There are a lot of systems out there to do Configuration Management (as the kids call it these days). Linode's Stackscript feature is one of them, as you probably guessed, and it's great for what you're trying to do. If your needs turn out to be more infrastructural, Wikipedia has a list of systems, as well. My current major project is using Chef, which doesn't just deploy systems but also verifies that running systems are configured properly every 30 minutes. Our Chef repository is currently 9.3 MB and has enough code to fully describe two types of application servers, MySQL master and slave servers (with automatic synchronization!), load balancers, memcached servers, and Solr search servers, and (most importantly) automatically discover other servers in the infrastructure. That's 9.3 MB for what would be seven distinct images.

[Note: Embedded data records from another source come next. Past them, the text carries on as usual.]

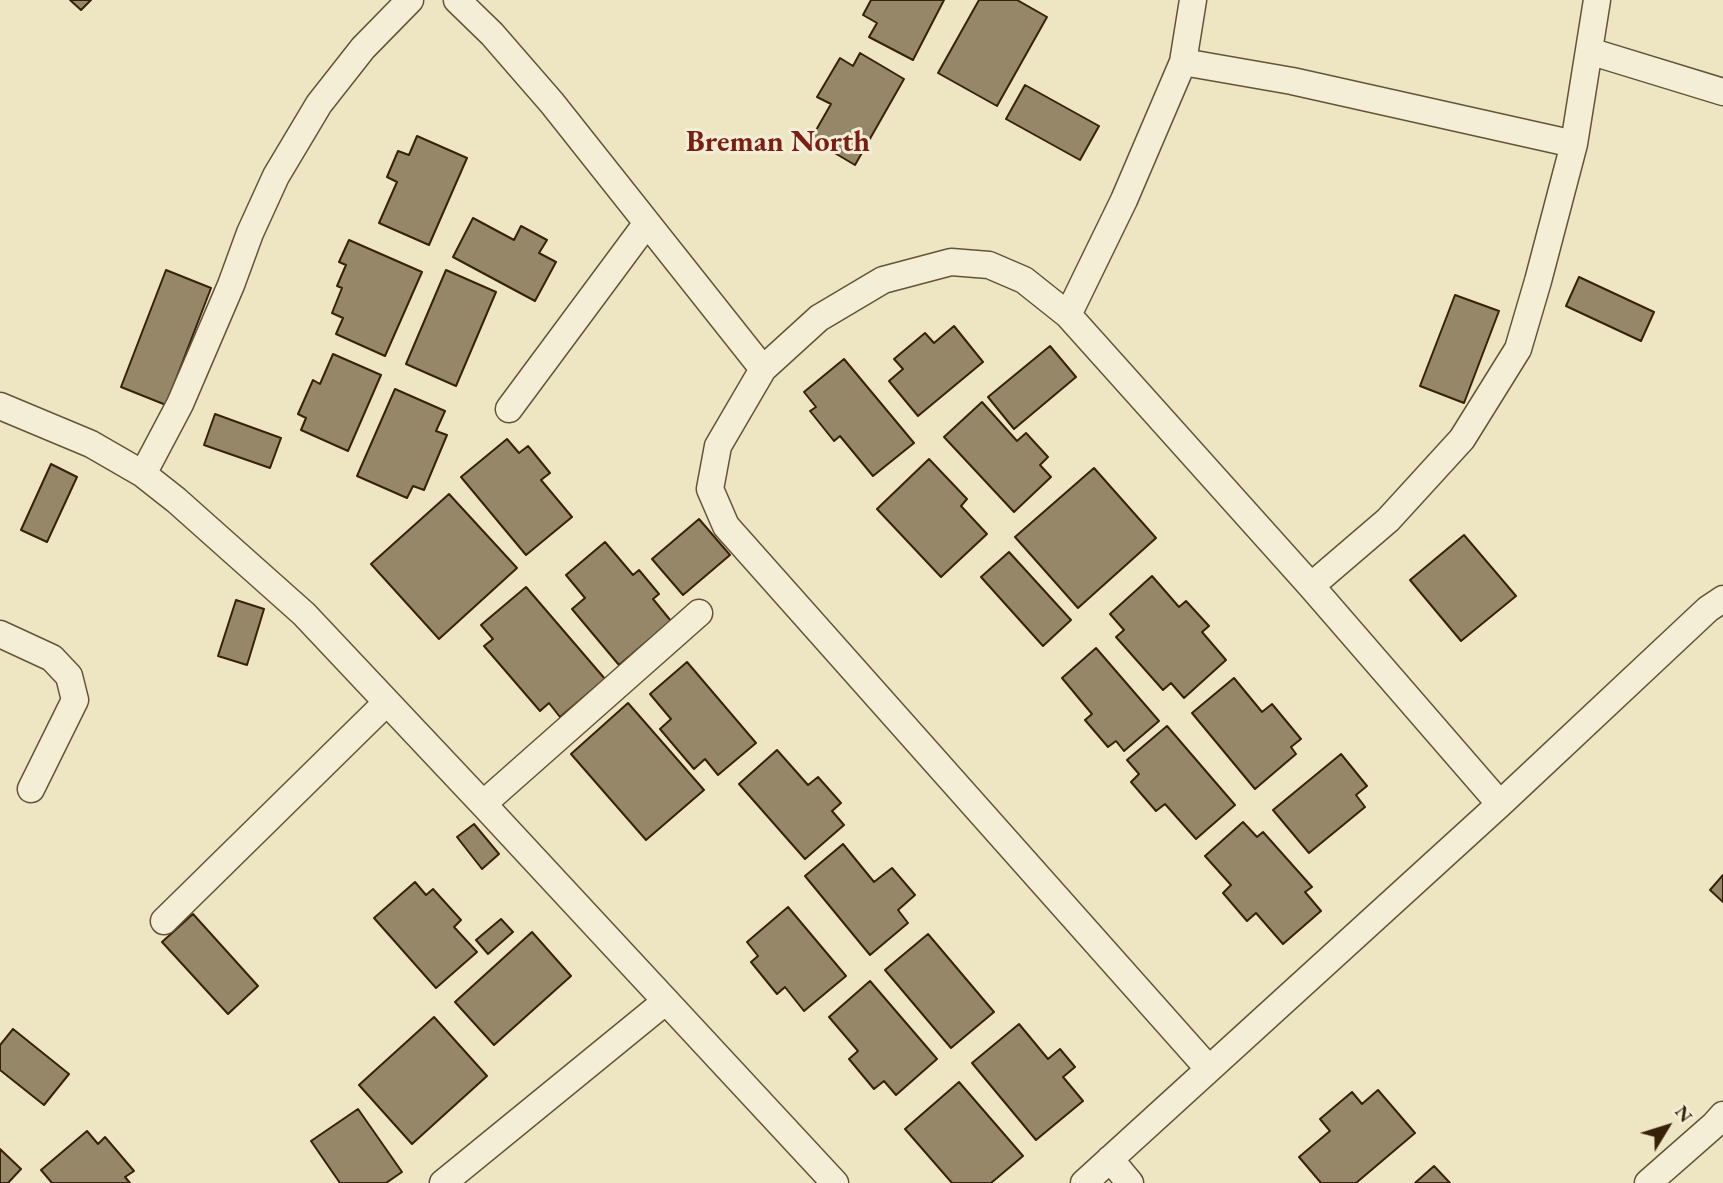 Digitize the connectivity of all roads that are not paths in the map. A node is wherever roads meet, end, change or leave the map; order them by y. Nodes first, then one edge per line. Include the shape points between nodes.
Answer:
1 (410, 0) edge
2 (457, 0) edge
3 (1193, 0) edge
4 (1597, 0) edge
5 (1589, 51) junction
6 (1183, 62) junction
7 (1723, 92) edge
8 (1574, 144) junction
9 (647, 223) junction
10 (1068, 314) junction
11 (762, 369) junction
12 (0, 406) edge
13 (509, 409) dead end
14 (143, 474) junction
15 (1311, 586) junction
16 (1723, 599) edge
17 (699, 613) dead end
18 (0, 634) edge
19 (387, 702) junction
20 (31, 789) dead end
21 (483, 804) junction
22 (1500, 804) junction
23 (164, 921) dead end
24 (666, 1001) junction
25 (1209, 1068) junction
26 (1723, 1115) edge
27 (1110, 1159) junction
28 (443, 1183) edge
29 (835, 1183) edge
30 (1084, 1183) edge
31 (1130, 1183) edge
32 (1648, 1183) edge

1 - 14 street via 363,48 319,104 276,176 180,404
2 - 9 street via 552,103
3 - 6 street
4 - 5 street
5 - 7 street
5 - 8 street
6 - 8 street via 1292,81
6 - 10 street via 1124,200
8 - 15 street via 1518,349 1462,439 1388,520
9 - 11 street
9 - 13 street
10 - 11 street via 1024,280 989,265 951,262 883,280 819,318
10 - 15 street
11 - 25 street via 718,446 710,489 726,526
12 - 14 street via 91,444
14 - 19 street via 304,614
15 - 22 street
16 - 22 street
17 - 21 street
18 - 20 street via 52,658 69,676 75,700
19 - 21 street
19 - 23 street
21 - 24 street
22 - 25 street
24 - 28 street
24 - 29 street
25 - 27 street
26 - 32 street
27 - 30 street
27 - 31 street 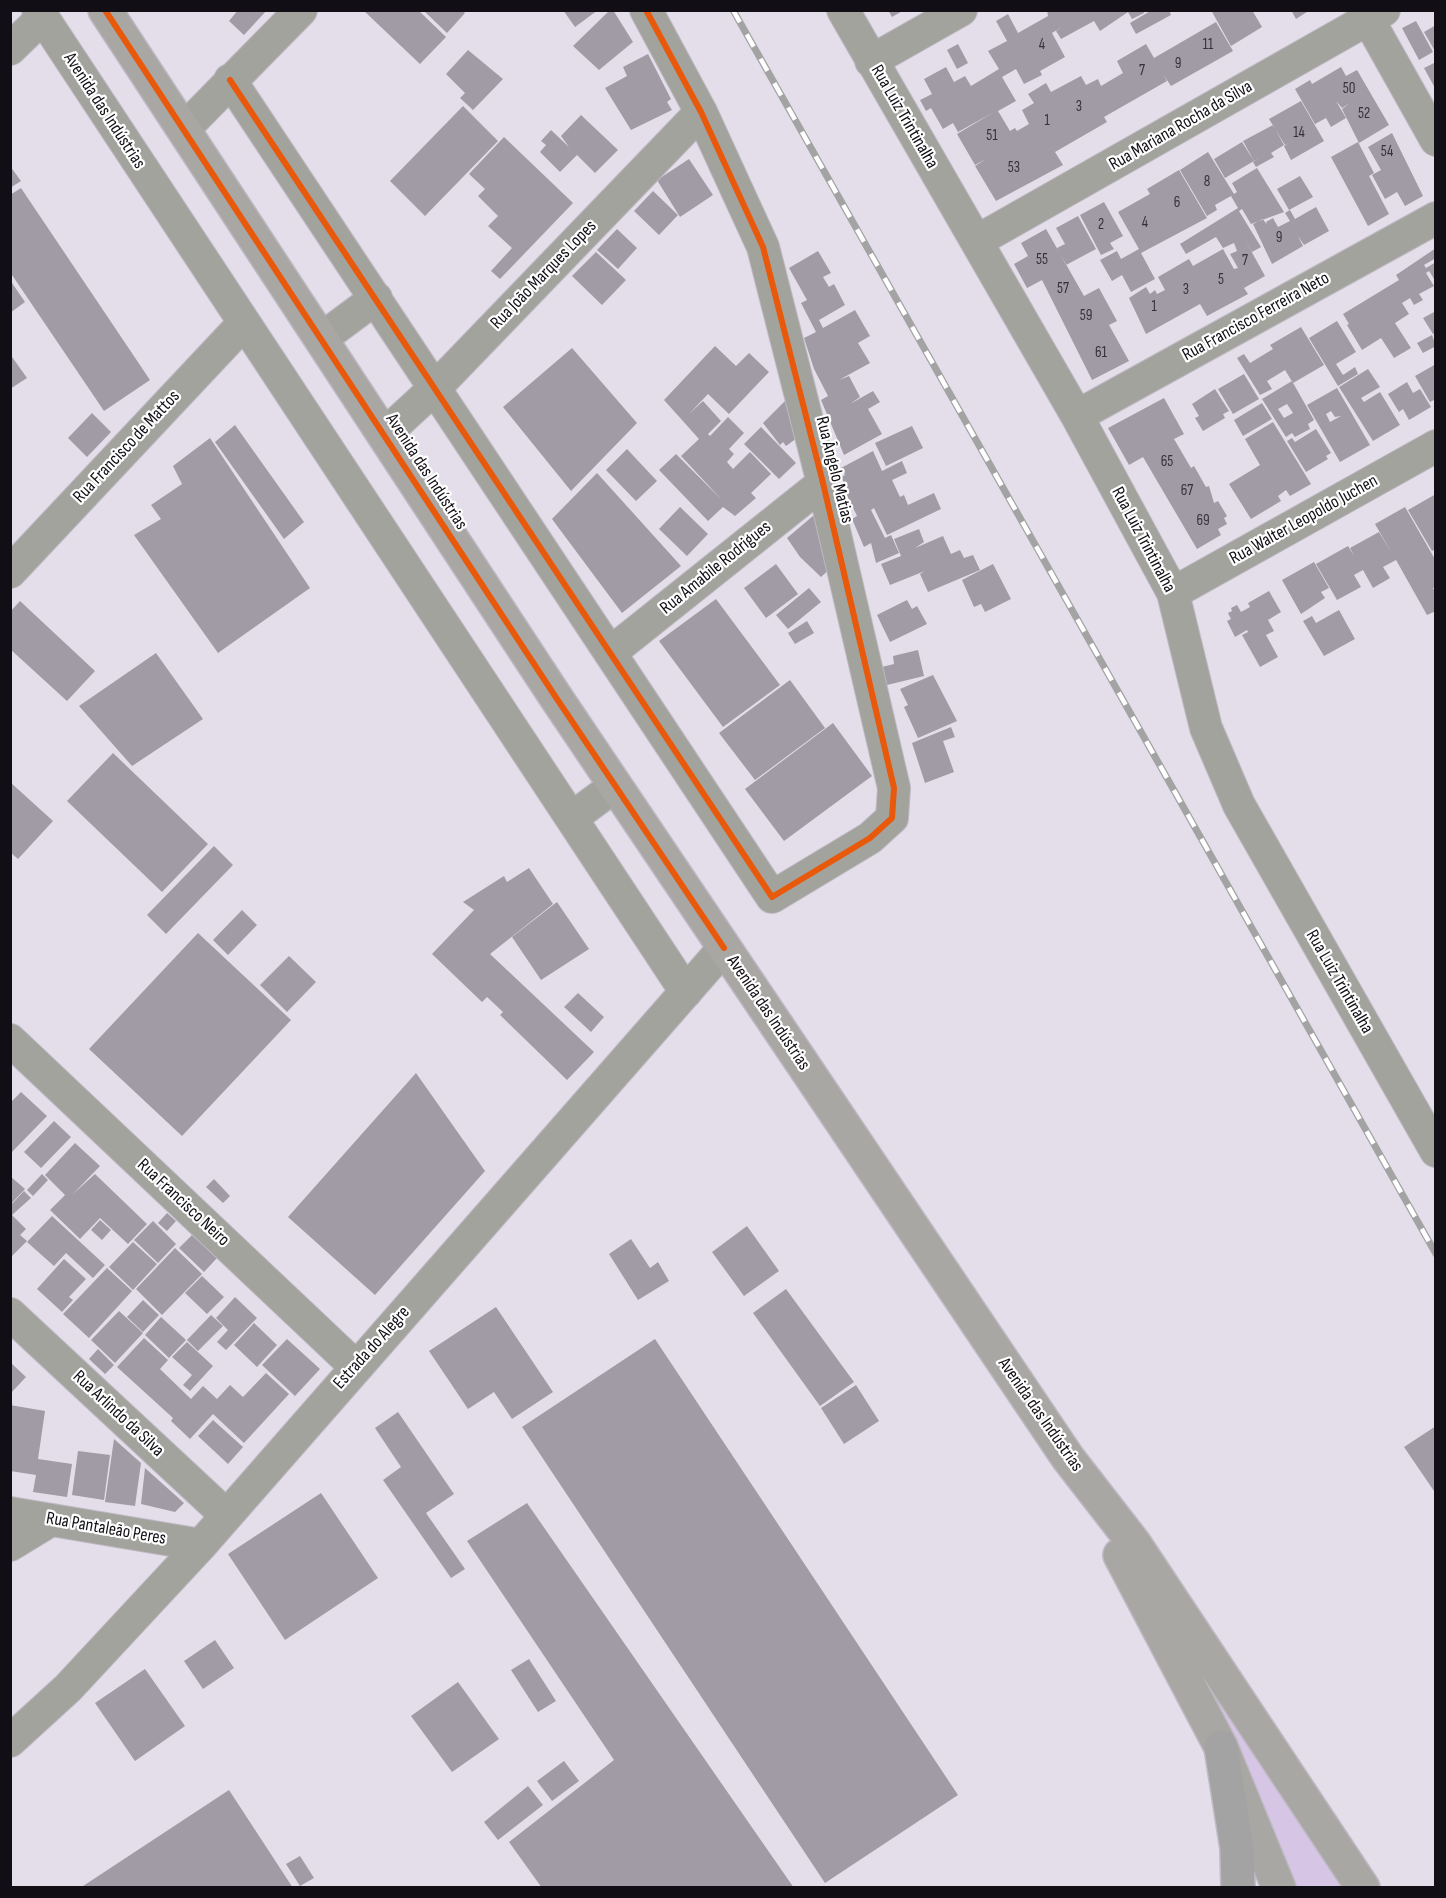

Combined with fabric and libcloud, we can have a new server deployed and bootstrapped on any VPS provider(*) in about ten minutes, starting from a barebones Ubuntu 10.04 LTS image.

This all took time to get set up, running, and tested, BUT so would any other approach. Plus, everything is text-based and checked into SVN, so we have a complete record of every change made and can take advantage of conflict resolution and all that. It has also opened up new avenues of cooperation between the development and sysadmin people, since us sysadmins now have to eat the dogfood we've been feeding the developers for years. :-) -rt

(*) Any provider supported by libcloud, at least.